I’ve never been more relieved to hear an elevator ding in my life. The door opens to a short hallway with a lone door at the far end. I follow Vince off the car and as much as I hate acknowledging it, I’m going to be relieved when he leaves and I can be alone with my thoughts.

But rather than opening the door with the key card, Vince crosses his arms and leans against the wall opposite me, eyes locked on mine. “It was good to see you, Shug. Really good. You were a small slice of normal in this crazy world I now live in.”

“Same here. I mean, not the crazy world part but—”

“What is it you’re doing here? Why are you here? Is it for money? For—”

“What?” His questions catch me off guard and light a match to my temper.

“I know all about your parents. Their divorce. Your dad losing his job and selling the house. You being at a junior college. You put it out there on social media for all to see, and yet you sat there tonight and blatantly lied to me. So I’ll ask the question again, are you here for money?”

“Fuck you,” I grit out, an acrid ball of mortification burning in my throat. I stare at him—mouth lax, eyes wide—in utter disbelief.

“Everyone wants something from me these days. Money. Fame. A hand up. A handout.” His nonchalant shrug only fuels my anger. “What’ll it be, Shug?”

“You actually think that’s what I’m here for?” I take a few steps away from him and laugh because it’s all I can think to do.

“One of us isn’t telling the truth, and it sure as fuck isn’t me. That’s usually how it all starts.” The way he can sling the insults so casually at me makes them sting all the more. The way he stares at me even more so.

“There’s a huge difference between lying and omitting, Jennings.” I cross my arms over my chest and stand my ground. “Just because I didn’t tell you the whole sob story, doesn’t mean I want anything from you. You were my best friend. The boy I thought I’d have forever. But I can see now what a childish fantasy that was. I don’t need or want anything from you. I sure as fuck don’t want a single dime from you.” I jab my finger in his chest.

“Hmph.” His smirk is as irritating as the sound.

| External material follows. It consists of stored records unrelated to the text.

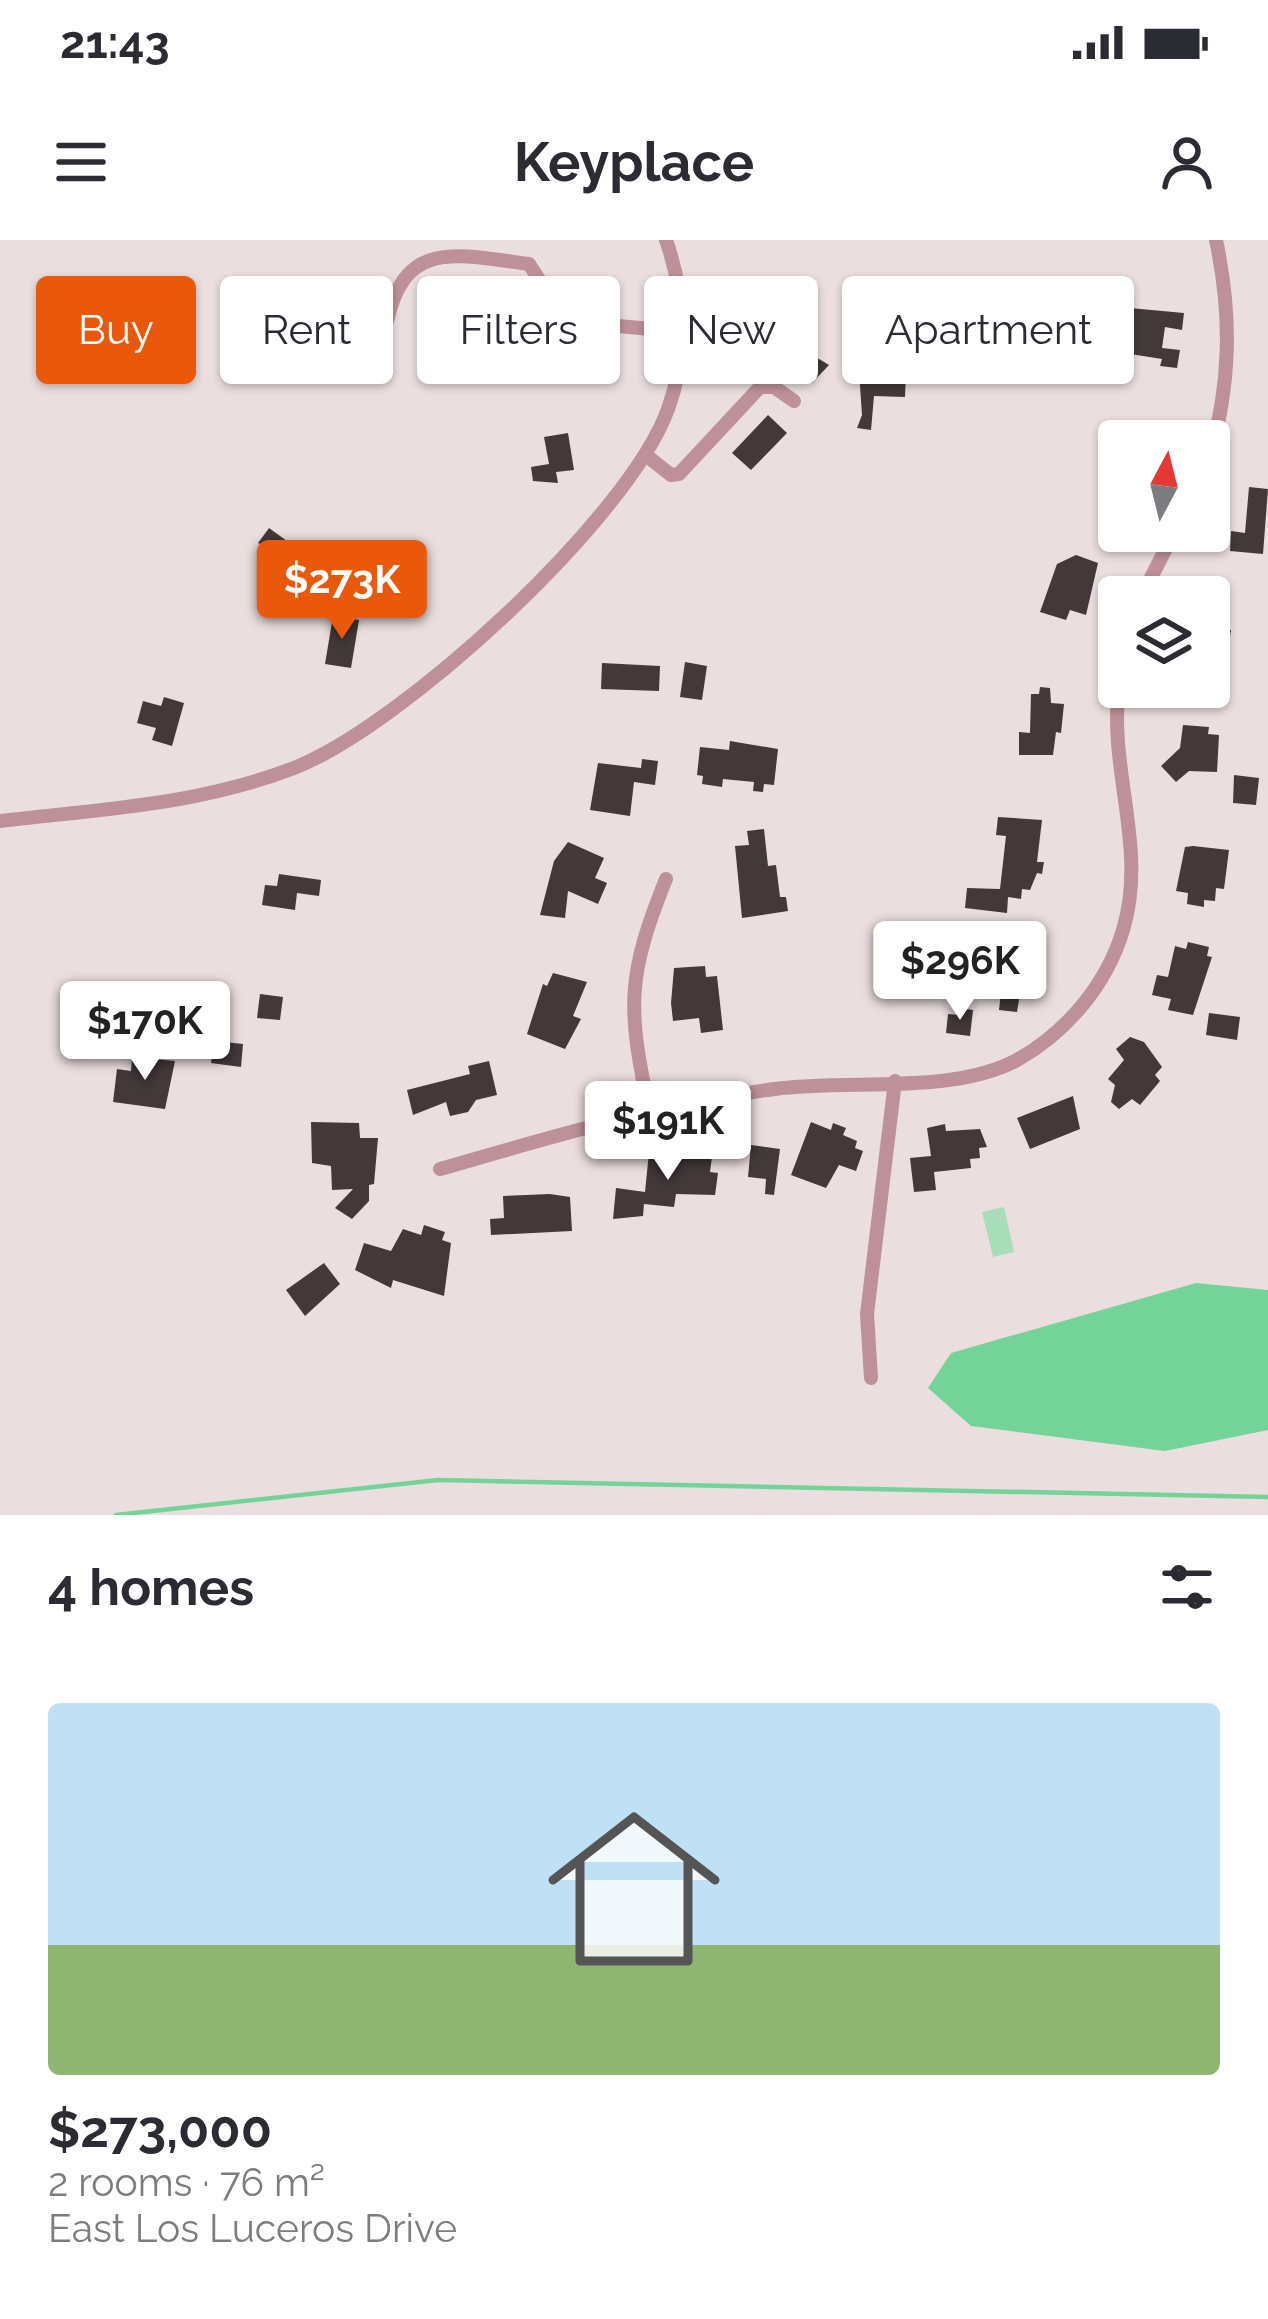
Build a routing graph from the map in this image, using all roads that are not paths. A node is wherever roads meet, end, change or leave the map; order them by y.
1 (666, 240) edge
2 (1216, 240) edge
3 (673, 276) edge
4 (393, 302) edge
5 (644, 328) edge
6 (673, 384) edge
7 (794, 401) dead end
8 (1221, 420) edge
9 (647, 455) junction
10 (1119, 708) edge
11 (0, 821) edge
12 (666, 879) dead end
13 (895, 1081) junction
14 (649, 1109) junction
15 (440, 1169) dead end
16 (871, 1378) dead end

1 - 3 street
2 - 8 street
4 - 5 street
6 - 9 street
7 - 9 street
9 - 11 street
10 - 13 street
12 - 14 street
13 - 14 street
13 - 16 street
14 - 15 street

This was such a stupid mistake.

“I just wanted to know if you were happy, Vince. That’s all I needed to know.” And now that I know he’s become a self-entitled asshole, I’m ready to get the hell away from him.

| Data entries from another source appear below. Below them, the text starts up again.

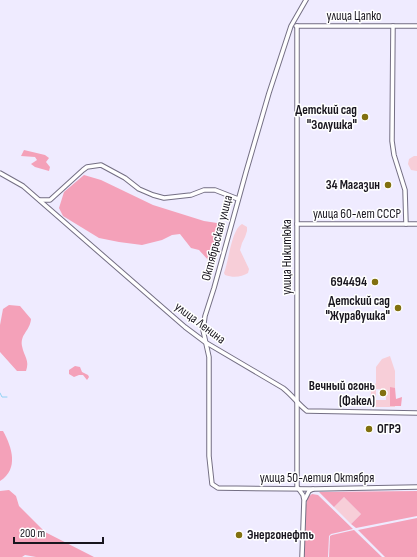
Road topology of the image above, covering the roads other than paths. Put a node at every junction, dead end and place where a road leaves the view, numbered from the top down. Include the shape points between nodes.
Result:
1 (306, 0) edge
2 (290, 26) junction
3 (297, 26) junction
4 (394, 26) junction
5 (417, 26) edge
6 (0, 173) edge
7 (238, 199) junction
8 (39, 200) junction
9 (50, 200) junction
10 (48, 208) junction
11 (297, 224) junction
12 (406, 224) junction
13 (417, 224) edge
14 (205, 342) junction
15 (297, 403) junction
16 (417, 413) edge
17 (417, 486) edge
18 (218, 488) joint
19 (297, 488) junction
20 (313, 488) junction
21 (304, 500) junction
22 (302, 557) edge

1 - 2 street, Октябрьская улица
2 - 3 street, улица Цапко
2 - 7 street, Октябрьская улица
3 - 4 street, улица Цапко
3 - 11 street, улица Никитюка
4 - 5 street, улица Цапко
4 - 12 street via 392,141 405,186
6 - 8 street, улица Ленина via 23,186
7 - 9 street via 215,190 164,198 139,189 102,165 83,170
7 - 14 street, Октябрьская улица via 205,316
8 - 9 street
8 - 10 street, улица Ленина
9 - 10 street
10 - 14 street, улица Ленина
11 - 12 street, улица 60-лет СССР
11 - 15 street, улица Никитюка
12 - 13 street, улица 60-лет СССР
14 - 15 street, улица Ленина via 283,388
14 - 18 street, Октябрьская улица via 209,357 209,456 212,484
15 - 16 street, улица Ленина via 308,412
15 - 19 street, улица Никитюка
17 - 20 street, улица 50-летия Октября
18 - 19 street, улица 50-летия Октября
19 - 20 street, улица 50-летия Октября
19 - 21 street
20 - 21 street
21 - 22 street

“Everybody wants something from me, Bristol. I’ve got people coming out of the woodwork left and right. Family I’ve never met asking for money. A woman I don’t know claiming to be my mom.” He throws his hands up. “Christ, I even have women I’ve never met claiming they’re having my kids to get in on the handout action. So don’t give me your bullshit that you don’t want anything from me. Everybody fucking does.”

“I don’t,” I scream, not caring that we’re in a hotel anymore and that people will be able to hear us. “I didn’t want a goddamn thing from you other than to just see you. Curiosity satisfied. Thoroughly disappointed.”

I pluck the key card from his hand and stalk to the door, but his hand is on my arm yanking me back against him. We’re chest to chest. “Everybody wants something from you when you’ve made it.”

“Well, I’ve never wanted anything from you other than you.” I try to yank my arm free of his grip but he just squeezes tighter, much like the vise tightening on my heart. “Let. Go.”

The puffs of his labored pants hit my lips. The smell of his mint gum mixed with the leather scent of his cologne fills my nose.

Before I can even process my anger, the situation, his harsh words and accusations, Vince claims my mouth in a kiss laden with violent desire. It’s everything I thought I wanted but am now fighting against.

I try to shake my head from side to side, try to fight the contact, but he just holds the side of my face as his scruff scrapes and his lips overwhelm.

He pulls back, eyes the clearest I’ve ever seen them. “I’ve wanted you since I was sixteen years old. Every goddamn minute of every fucking day. I’ve been bargaining with myself all night why this can’t happen.” He drags his teeth over my collarbone. My body bucks in traitorous reflex. “But fuck, Shug, you’re a hard one to quit.”

His words shock me. My body burns with an ache so sweet and a head so fucked up that I will myself to believe my words when I speak them. “I don’t want anything from you.”